La malédiction atomique

Avec « Gerboise bleue », Djamel Ouahab consacre son premier documentaire aux conséquences tragiques des essais nucléaires français en Algérie. Par Bertrand Leclair*.

Bertrand Leclair  • 12 février 2009 abonné·es

Gerboise bleue porte le nom qui fut donné en février 1960 à la première bombe nucléaire française, dont l’explosion a eu lieu en plein air, à cinquante kilomètres du village et des habitants de Reggane, dans le Sahara algérien (il y eut ensuite Gerboise blanche puis Gerboise rouge : on avait la fibre patriotique dans l’armée du général de Gaulle).

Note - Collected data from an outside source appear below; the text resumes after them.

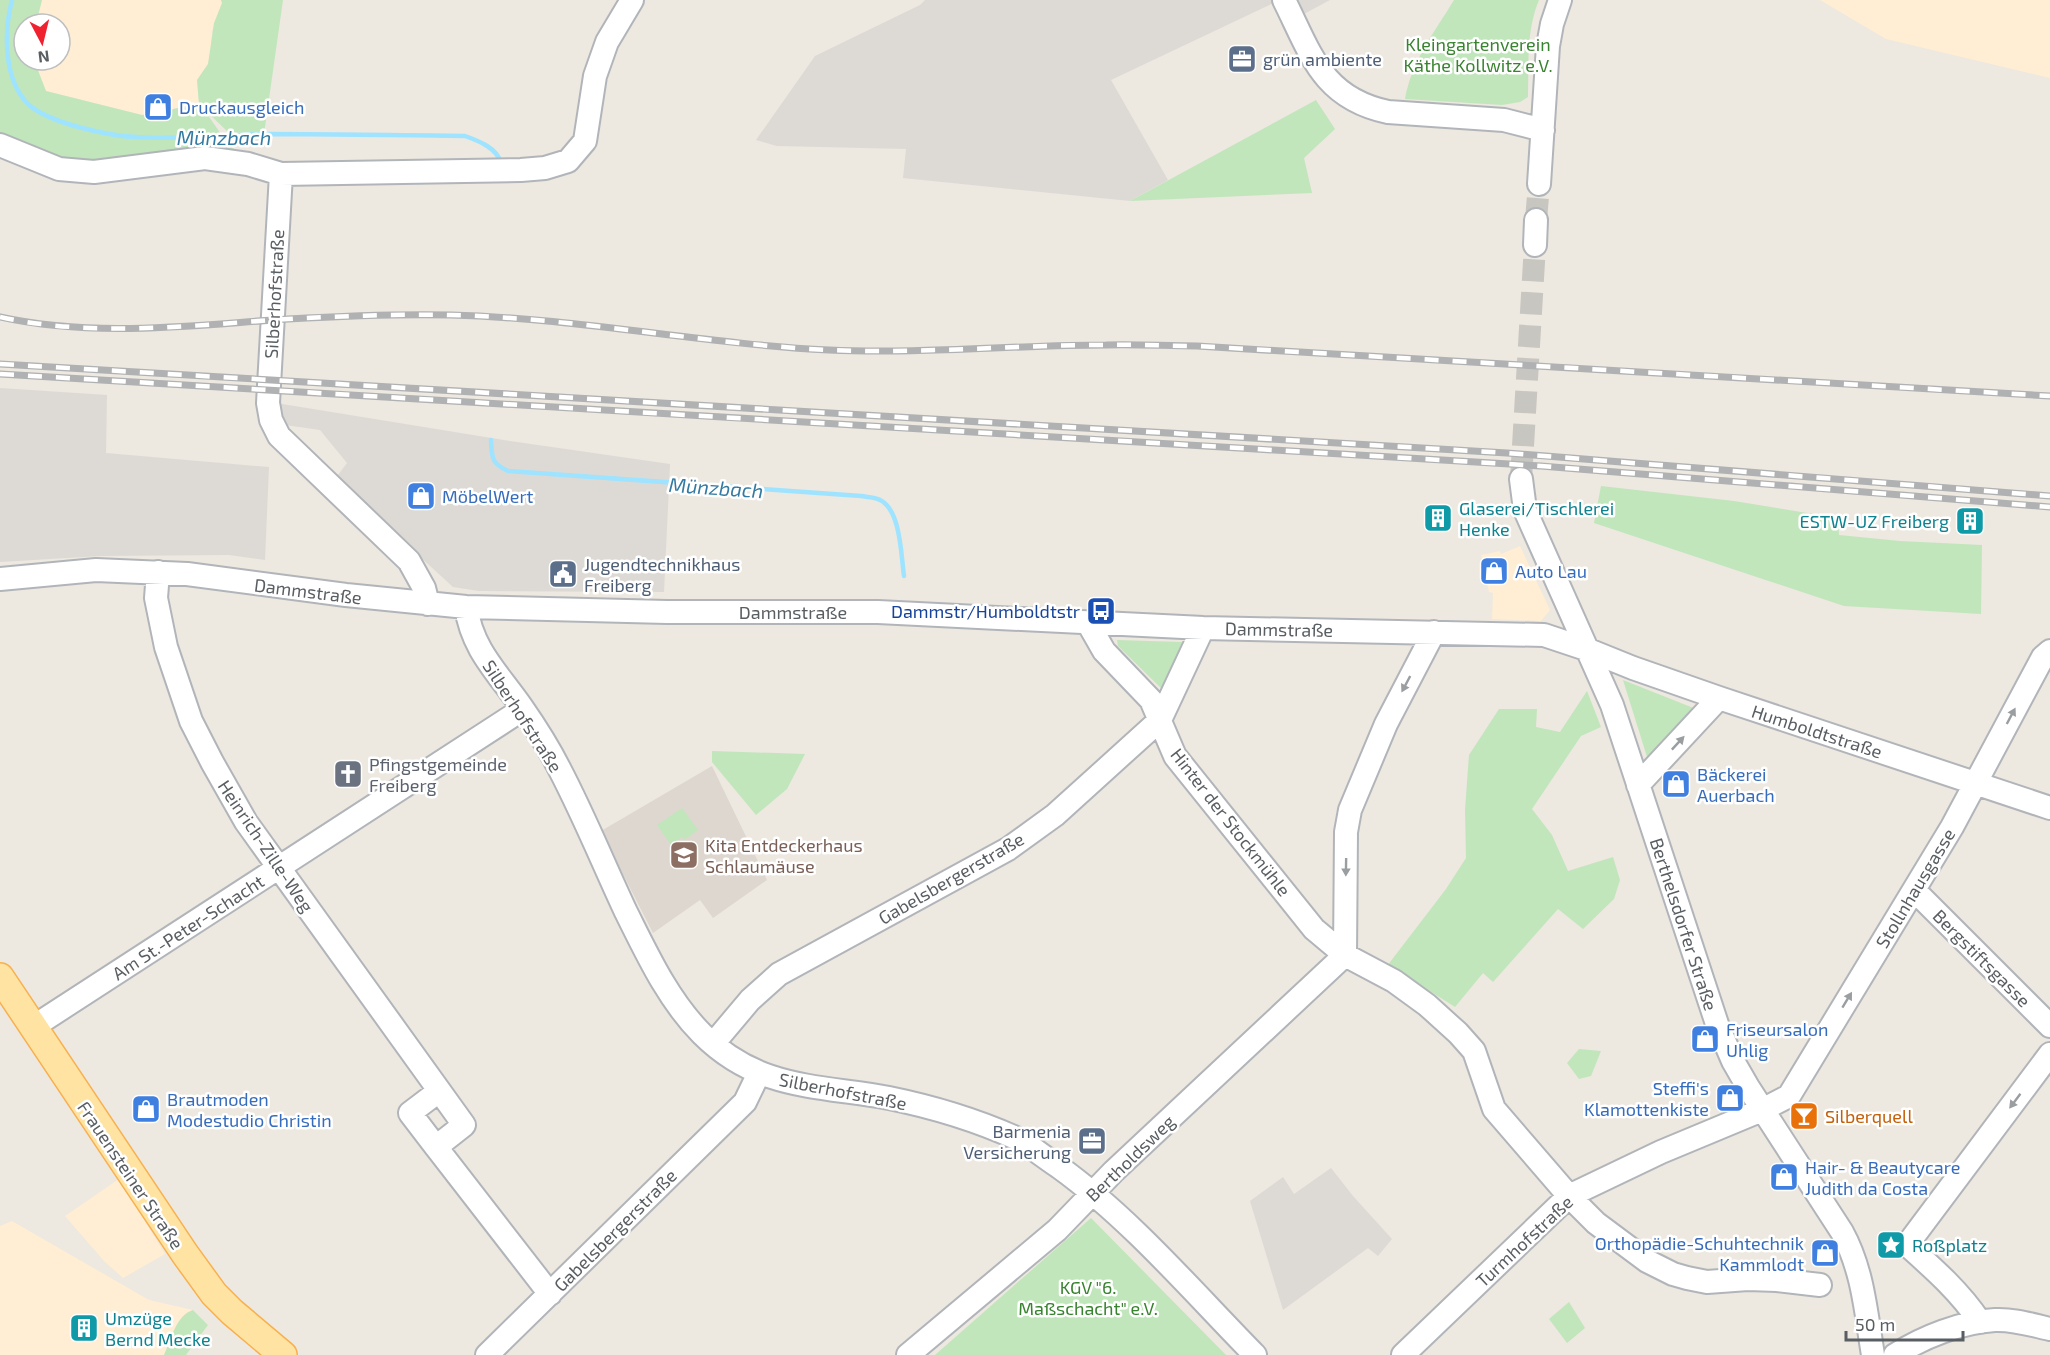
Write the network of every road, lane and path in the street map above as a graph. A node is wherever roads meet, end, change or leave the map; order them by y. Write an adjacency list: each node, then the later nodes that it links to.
1 (632, 0): 6 (street)
2 (1284, 0): 4 (street)
3 (1560, 0): 4 (street)
4 (1542, 130): 7 (street)
5 (0, 145): 6 (street)
6 (281, 174): 13 (street, Silberhofstraße)
7 (1539, 184)
8 (1536, 220): 9 (street)
9 (1534, 245)
10 (1521, 479): 18 (street, Berthelsdorfer Straße)
11 (158, 572): 12 (street, Dammstraße); 13 (street, Dammstraße); 26 (street, Heinrich-Zille-Weg)
12 (0, 579)
13 (428, 604): 14 (street, Dammstraße)
14 (466, 607): 15 (street, Dammstraße); 21 (street, Silberhofstraße)
15 (1088, 622): 16 (street, Dammstraße); 22 (street, Hinter der Stockmühle)
16 (1203, 628): 17 (street, Dammstraße); 22 (street, Gabelsbergerstraße)
17 (1434, 632): 18 (street, Dammstraße); 28 (street, one-way to 28)
18 (1586, 649): 20 (street, Humboldtstraße); 24 (street, Berthelsdorfer Straße)
19 (2050, 651): 23 (street, Stollnhausgasse, one-way to 19)
20 (1719, 698): 23 (street, Humboldtstraße); 24 (street, one-way to 20)
21 (523, 709): 26 (street, Am St.-Peter-Schacht); 32 (street, Silberhofstraße)
22 (1160, 720): 28 (street, Hinter der Stockmühle); 32 (street, Gabelsbergerstraße)
23 (1976, 784): 25 (street, Humboldtstraße); 27 (street, Stollnhausgasse)
24 (1638, 785): 36 (street, Berthelsdorfer Straße)
25 (2050, 808)
26 (278, 869): 31 (street, Am St.-Peter-Schacht); 35 (street, Heinrich-Zille-Weg)
27 (1914, 890): 30 (street, Bergstiftsgasse); 36 (street, Stollnhausgasse, one-way to 27)
28 (1345, 955): 38 (street, Bertholdsweg); 39 (street, Hinter der Stockmühle)
29 (0, 977): 31 (main road, Frauensteiner Straße)
30 (2050, 1026)
31 (33, 1027): 44 (main road, Frauensteiner Straße)
32 (713, 1044): 34 (street, Silberhofstraße)
33 (2050, 1054): 42 (street, one-way to 42)
34 (759, 1073): 38 (street, Silberhofstraße); 41 (street, Gabelsbergerstraße)
35 (439, 1091): 37 (street, Heinrich-Zille-Weg); 37 (street)
36 (1762, 1110): 39 (street, Turmhofstraße); 49 (street, Berthelsdorfer Straße)
37 (436, 1147): 41 (street)
38 (1092, 1193): 46 (street, Bertholdsweg); 47 (street, Silberhofstraße)
39 (1569, 1196): 40 (street, Hinter der Stockmühle); 48 (street, Turmhofstraße)
40 (1820, 1285)
41 (550, 1294): 45 (street, Gabelsbergerstraße)
42 (1980, 1322): 43 (street); 50 (street)
43 (2050, 1329)
44 (283, 1355)
45 (487, 1355)
46 (908, 1355)
47 (1255, 1355)
48 (1403, 1355)
49 (1873, 1355)
50 (1895, 1355)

Mot français d’origine maghrébine, « gerboise » désigne, non pas une sorte de gerbe, mais « un petit rongeur bien adapté au saut ». Rongés, Gaston Morizot et Lucien Parfait, les deux principaux intervenants du film, le sont pour le restant de leurs jours. Conscrits, ils étaient présents à Reggane en 1960. Morizot, troué de l’intérieur, survit au rythme des hospitalisations incessantes. Parfait n’a plus de visage, bouffé par les attaques répétées d’un cancer cutané. La malédiction atomique, insidieuse, se poursuit. Officiellement, ces deux hommes n’ont jamais été contaminés. Cinquante ans après, le ministère de la Défense français continue de nier tout lien de cause à effet entre la présence dans la zone de tir de plusieurs milliers de soldats et la liste terrifiante des maladies qu’accumulent nombre de vétérans, pour ceux qui survivent.

Filmé au ministère de la Défense, dont il est porte-parole, un certain monsieur Bureau n’a rien à envier aux bureaucrates staliniens dans sa ténacité au déni. Il porte avec un aplomb sidérant une parole mensongère que pulvérise le montage implacable du film. M. Bureau rappelle qu’on a choisi le Sahara parce qu’il était désert ? La caméra file sur les routes du Sud algérien, traverse le ksour et la palmeraie de Reggane, où les malformations de naissance sont anormalement élevées, filme plusieurs Touaregs aveugles depuis qu’ils ont fait face, ignorants, à l’éclair de l’explosion atomique. M. Bureau évoque avec pudeur de malheureux soldats qui ont tendance à rapporter à leur présence à Reggane des maladies bien naturelles à leur âge ? La caméra fixe à nouveau Lucien Parfait. Il lui manque la moitié du nez, le lobe de l’oreille ; sous ses lunettes, un pansement remplace son œil gauche. Lorsqu’il propose de le soulever, la caméra, impudique mais juste, s’approche de l’excavation par laquelle on peut voir le fond de la gorge. « J’ai la chance de pouvoir respirer par l’œil » , précise Parfait en rabattant le pansement. Ce n’est pas le seul moment violent du film, mais le plus émouvant reste celui où Morizot évoque la honte qui l’a jusqu’ici empêché de parler : la honte d’avoir été un cobaye – car il s’agissait aussi, à Reggane, d’exposer sciemment des soldats pour mesurer les effets concrets d’une attaque nucléaire sur les troupes, et c’est précisément ce qu’il raconte.

Si l’on peut regretter quelques mouvements de caméra esthétisants, le film de Djamel Ouahab est nécessaire ; il faut l’affronter. Il est d’autant plus pertinent que le cinéaste, né en France, trame en filigrane la question d’une identité impossible à construire dans un pays persistant à refouler son histoire coloniale, qui n’en est que plus désastreuse. D’évidence, il s’agissait aussi, pour lui, de soulever un instant le voile des mensonges franco-algériens : de tenter de se regarder enfin en face, d’un côté l’autre de la Méditerranée.